DATASET ENTRIES Start Marker
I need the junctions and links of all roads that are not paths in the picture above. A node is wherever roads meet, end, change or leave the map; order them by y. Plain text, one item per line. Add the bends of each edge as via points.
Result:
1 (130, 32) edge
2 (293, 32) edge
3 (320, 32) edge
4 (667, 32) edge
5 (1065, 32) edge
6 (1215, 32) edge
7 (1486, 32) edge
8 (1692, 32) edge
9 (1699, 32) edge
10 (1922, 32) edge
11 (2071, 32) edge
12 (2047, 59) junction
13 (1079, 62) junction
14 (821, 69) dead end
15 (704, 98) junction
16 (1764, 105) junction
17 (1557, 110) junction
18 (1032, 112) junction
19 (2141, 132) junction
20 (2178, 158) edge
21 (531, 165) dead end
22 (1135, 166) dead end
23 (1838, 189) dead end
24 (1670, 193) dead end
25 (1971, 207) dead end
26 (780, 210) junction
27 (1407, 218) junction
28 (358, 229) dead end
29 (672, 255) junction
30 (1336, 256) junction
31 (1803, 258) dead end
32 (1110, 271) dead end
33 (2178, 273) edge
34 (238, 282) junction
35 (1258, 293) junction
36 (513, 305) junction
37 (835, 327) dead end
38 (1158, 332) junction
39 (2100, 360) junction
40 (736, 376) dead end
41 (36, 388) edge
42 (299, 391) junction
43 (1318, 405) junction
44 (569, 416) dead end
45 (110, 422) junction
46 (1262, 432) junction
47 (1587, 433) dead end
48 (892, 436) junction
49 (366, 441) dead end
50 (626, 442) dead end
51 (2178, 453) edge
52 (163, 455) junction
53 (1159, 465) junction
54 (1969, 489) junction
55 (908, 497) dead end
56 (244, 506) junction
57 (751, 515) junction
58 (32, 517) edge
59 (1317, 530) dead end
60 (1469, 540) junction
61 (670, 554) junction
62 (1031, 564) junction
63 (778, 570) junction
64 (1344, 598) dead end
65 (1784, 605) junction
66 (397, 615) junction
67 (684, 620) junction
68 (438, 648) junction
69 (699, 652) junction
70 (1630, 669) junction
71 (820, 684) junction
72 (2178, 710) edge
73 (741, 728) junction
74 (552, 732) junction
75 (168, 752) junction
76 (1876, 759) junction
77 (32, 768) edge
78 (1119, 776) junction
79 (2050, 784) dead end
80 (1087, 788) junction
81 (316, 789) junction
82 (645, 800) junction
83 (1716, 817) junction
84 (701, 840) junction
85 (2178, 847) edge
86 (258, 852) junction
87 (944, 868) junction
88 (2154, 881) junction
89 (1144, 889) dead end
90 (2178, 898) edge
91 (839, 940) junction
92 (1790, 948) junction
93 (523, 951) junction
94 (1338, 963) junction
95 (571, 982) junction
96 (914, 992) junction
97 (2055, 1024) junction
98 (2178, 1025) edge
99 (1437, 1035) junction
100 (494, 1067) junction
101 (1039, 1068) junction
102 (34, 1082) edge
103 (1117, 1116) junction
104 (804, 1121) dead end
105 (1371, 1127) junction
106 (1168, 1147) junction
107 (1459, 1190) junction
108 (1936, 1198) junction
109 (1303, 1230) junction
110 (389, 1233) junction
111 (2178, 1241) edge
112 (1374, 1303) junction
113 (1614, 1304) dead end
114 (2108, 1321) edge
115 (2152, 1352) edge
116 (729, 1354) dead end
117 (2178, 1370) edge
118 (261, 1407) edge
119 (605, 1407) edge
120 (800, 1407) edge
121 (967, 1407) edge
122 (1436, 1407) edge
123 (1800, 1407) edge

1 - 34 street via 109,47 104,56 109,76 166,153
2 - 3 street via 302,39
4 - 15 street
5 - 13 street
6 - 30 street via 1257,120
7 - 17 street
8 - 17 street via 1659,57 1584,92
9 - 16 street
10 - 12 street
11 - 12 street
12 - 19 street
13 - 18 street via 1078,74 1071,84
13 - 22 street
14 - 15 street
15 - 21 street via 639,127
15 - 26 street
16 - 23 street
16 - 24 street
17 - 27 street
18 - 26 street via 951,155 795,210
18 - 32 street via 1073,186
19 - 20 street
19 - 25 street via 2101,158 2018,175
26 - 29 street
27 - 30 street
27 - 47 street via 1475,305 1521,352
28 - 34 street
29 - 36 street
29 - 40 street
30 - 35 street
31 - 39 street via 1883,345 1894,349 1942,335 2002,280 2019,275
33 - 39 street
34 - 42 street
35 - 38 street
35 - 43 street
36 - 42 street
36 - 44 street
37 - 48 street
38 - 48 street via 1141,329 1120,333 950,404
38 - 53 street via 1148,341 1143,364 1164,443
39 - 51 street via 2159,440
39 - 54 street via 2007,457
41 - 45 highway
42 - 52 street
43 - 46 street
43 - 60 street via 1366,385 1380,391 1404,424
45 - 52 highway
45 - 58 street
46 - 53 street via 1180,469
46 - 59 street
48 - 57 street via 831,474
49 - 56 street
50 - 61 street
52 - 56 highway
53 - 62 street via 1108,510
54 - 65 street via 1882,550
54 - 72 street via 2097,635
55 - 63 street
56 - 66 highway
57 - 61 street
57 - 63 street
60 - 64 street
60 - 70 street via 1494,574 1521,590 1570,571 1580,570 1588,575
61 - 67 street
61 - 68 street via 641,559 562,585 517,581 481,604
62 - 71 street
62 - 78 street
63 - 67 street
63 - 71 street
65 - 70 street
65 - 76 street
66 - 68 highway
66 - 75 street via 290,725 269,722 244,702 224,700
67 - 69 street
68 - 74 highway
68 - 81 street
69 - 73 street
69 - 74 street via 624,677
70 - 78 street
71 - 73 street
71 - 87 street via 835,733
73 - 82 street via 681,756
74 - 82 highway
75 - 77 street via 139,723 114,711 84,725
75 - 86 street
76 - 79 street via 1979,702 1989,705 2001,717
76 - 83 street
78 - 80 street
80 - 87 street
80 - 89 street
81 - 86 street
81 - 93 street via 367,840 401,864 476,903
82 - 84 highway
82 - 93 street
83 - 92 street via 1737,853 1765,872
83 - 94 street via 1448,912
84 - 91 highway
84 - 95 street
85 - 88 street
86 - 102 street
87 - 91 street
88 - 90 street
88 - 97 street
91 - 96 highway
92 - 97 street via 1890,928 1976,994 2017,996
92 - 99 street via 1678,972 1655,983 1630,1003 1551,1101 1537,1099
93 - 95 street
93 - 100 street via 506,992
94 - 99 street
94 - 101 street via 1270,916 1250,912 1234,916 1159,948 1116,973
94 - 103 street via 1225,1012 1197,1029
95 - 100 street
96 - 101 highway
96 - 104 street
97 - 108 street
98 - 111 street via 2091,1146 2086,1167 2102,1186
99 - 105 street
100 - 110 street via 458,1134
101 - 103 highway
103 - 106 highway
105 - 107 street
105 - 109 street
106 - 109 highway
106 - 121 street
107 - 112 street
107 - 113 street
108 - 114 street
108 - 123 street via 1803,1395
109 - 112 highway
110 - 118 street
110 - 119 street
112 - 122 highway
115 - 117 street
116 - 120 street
DATASET ENTRIES End Marker
Retype the listing exactly.

▸ EXERCISE OUTPUT:
I need the junctions and links of all roads that are not paths in the picture above. A node is wherever roads meet, end, change or leave the map; order them by y. Plain text, one item per line. Add the bends of each edge as via points.
Result:
1 (130, 32) edge
2 (293, 32) edge
3 (320, 32) edge
4 (667, 32) edge
5 (1065, 32) edge
6 (1215, 32) edge
7 (1486, 32) edge
8 (1692, 32) edge
9 (1699, 32) edge
10 (1922, 32) edge
11 (2071, 32) edge
12 (2047, 59) junction
13 (1079, 62) junction
14 (821, 69) dead end
15 (704, 98) junction
16 (1764, 105) junction
17 (1557, 110) junction
18 (1032, 112) junction
19 (2141, 132) junction
20 (2178, 158) edge
21 (531, 165) dead end
22 (1135, 166) dead end
23 (1838, 189) dead end
24 (1670, 193) dead end
25 (1971, 207) dead end
26 (780, 210) junction
27 (1407, 218) junction
28 (358, 229) dead end
29 (672, 255) junction
30 (1336, 256) junction
31 (1803, 258) dead end
32 (1110, 271) dead end
33 (2178, 273) edge
34 (238, 282) junction
35 (1258, 293) junction
36 (513, 305) junction
37 (835, 327) dead end
38 (1158, 332) junction
39 (2100, 360) junction
40 (736, 376) dead end
41 (36, 388) edge
42 (299, 391) junction
43 (1318, 405) junction
44 (569, 416) dead end
45 (110, 422) junction
46 (1262, 432) junction
47 (1587, 433) dead end
48 (892, 436) junction
49 (366, 441) dead end
50 (626, 442) dead end
51 (2178, 453) edge
52 (163, 455) junction
53 (1159, 465) junction
54 (1969, 489) junction
55 (908, 497) dead end
56 (244, 506) junction
57 (751, 515) junction
58 (32, 517) edge
59 (1317, 530) dead end
60 (1469, 540) junction
61 (670, 554) junction
62 (1031, 564) junction
63 (778, 570) junction
64 (1344, 598) dead end
65 (1784, 605) junction
66 (397, 615) junction
67 (684, 620) junction
68 (438, 648) junction
69 (699, 652) junction
70 (1630, 669) junction
71 (820, 684) junction
72 (2178, 710) edge
73 (741, 728) junction
74 (552, 732) junction
75 (168, 752) junction
76 (1876, 759) junction
77 (32, 768) edge
78 (1119, 776) junction
79 (2050, 784) dead end
80 (1087, 788) junction
81 (316, 789) junction
82 (645, 800) junction
83 (1716, 817) junction
84 (701, 840) junction
85 (2178, 847) edge
86 (258, 852) junction
87 (944, 868) junction
88 (2154, 881) junction
89 (1144, 889) dead end
90 (2178, 898) edge
91 (839, 940) junction
92 (1790, 948) junction
93 (523, 951) junction
94 (1338, 963) junction
95 (571, 982) junction
96 (914, 992) junction
97 (2055, 1024) junction
98 (2178, 1025) edge
99 (1437, 1035) junction
100 (494, 1067) junction
101 (1039, 1068) junction
102 (34, 1082) edge
103 (1117, 1116) junction
104 (804, 1121) dead end
105 (1371, 1127) junction
106 (1168, 1147) junction
107 (1459, 1190) junction
108 (1936, 1198) junction
109 (1303, 1230) junction
110 (389, 1233) junction
111 (2178, 1241) edge
112 (1374, 1303) junction
113 (1614, 1304) dead end
114 (2108, 1321) edge
115 (2152, 1352) edge
116 (729, 1354) dead end
117 (2178, 1370) edge
118 (261, 1407) edge
119 (605, 1407) edge
120 (800, 1407) edge
121 (967, 1407) edge
122 (1436, 1407) edge
123 (1800, 1407) edge

1 - 34 street via 109,47 104,56 109,76 166,153
2 - 3 street via 302,39
4 - 15 street
5 - 13 street
6 - 30 street via 1257,120
7 - 17 street
8 - 17 street via 1659,57 1584,92
9 - 16 street
10 - 12 street
11 - 12 street
12 - 19 street
13 - 18 street via 1078,74 1071,84
13 - 22 street
14 - 15 street
15 - 21 street via 639,127
15 - 26 street
16 - 23 street
16 - 24 street
17 - 27 street
18 - 26 street via 951,155 795,210
18 - 32 street via 1073,186
19 - 20 street
19 - 25 street via 2101,158 2018,175
26 - 29 street
27 - 30 street
27 - 47 street via 1475,305 1521,352
28 - 34 street
29 - 36 street
29 - 40 street
30 - 35 street
31 - 39 street via 1883,345 1894,349 1942,335 2002,280 2019,275
33 - 39 street
34 - 42 street
35 - 38 street
35 - 43 street
36 - 42 street
36 - 44 street
37 - 48 street
38 - 48 street via 1141,329 1120,333 950,404
38 - 53 street via 1148,341 1143,364 1164,443
39 - 51 street via 2159,440
39 - 54 street via 2007,457
41 - 45 highway
42 - 52 street
43 - 46 street
43 - 60 street via 1366,385 1380,391 1404,424
45 - 52 highway
45 - 58 street
46 - 53 street via 1180,469
46 - 59 street
48 - 57 street via 831,474
49 - 56 street
50 - 61 street
52 - 56 highway
53 - 62 street via 1108,510
54 - 65 street via 1882,550
54 - 72 street via 2097,635
55 - 63 street
56 - 66 highway
57 - 61 street
57 - 63 street
60 - 64 street
60 - 70 street via 1494,574 1521,590 1570,571 1580,570 1588,575
61 - 67 street
61 - 68 street via 641,559 562,585 517,581 481,604
62 - 71 street
62 - 78 street
63 - 67 street
63 - 71 street
65 - 70 street
65 - 76 street
66 - 68 highway
66 - 75 street via 290,725 269,722 244,702 224,700
67 - 69 street
68 - 74 highway
68 - 81 street
69 - 73 street
69 - 74 street via 624,677
70 - 78 street
71 - 73 street
71 - 87 street via 835,733
73 - 82 street via 681,756
74 - 82 highway
75 - 77 street via 139,723 114,711 84,725
75 - 86 street
76 - 79 street via 1979,702 1989,705 2001,717
76 - 83 street
78 - 80 street
80 - 87 street
80 - 89 street
81 - 86 street
81 - 93 street via 367,840 401,864 476,903
82 - 84 highway
82 - 93 street
83 - 92 street via 1737,853 1765,872
83 - 94 street via 1448,912
84 - 91 highway
84 - 95 street
85 - 88 street
86 - 102 street
87 - 91 street
88 - 90 street
88 - 97 street
91 - 96 highway
92 - 97 street via 1890,928 1976,994 2017,996
92 - 99 street via 1678,972 1655,983 1630,1003 1551,1101 1537,1099
93 - 95 street
93 - 100 street via 506,992
94 - 99 street
94 - 101 street via 1270,916 1250,912 1234,916 1159,948 1116,973
94 - 103 street via 1225,1012 1197,1029
95 - 100 street
96 - 101 highway
96 - 104 street
97 - 108 street
98 - 111 street via 2091,1146 2086,1167 2102,1186
99 - 105 street
100 - 110 street via 458,1134
101 - 103 highway
103 - 106 highway
105 - 107 street
105 - 109 street
106 - 109 highway
106 - 121 street
107 - 112 street
107 - 113 street
108 - 114 street
108 - 123 street via 1803,1395
109 - 112 highway
110 - 118 street
110 - 119 street
112 - 122 highway
115 - 117 street
116 - 120 street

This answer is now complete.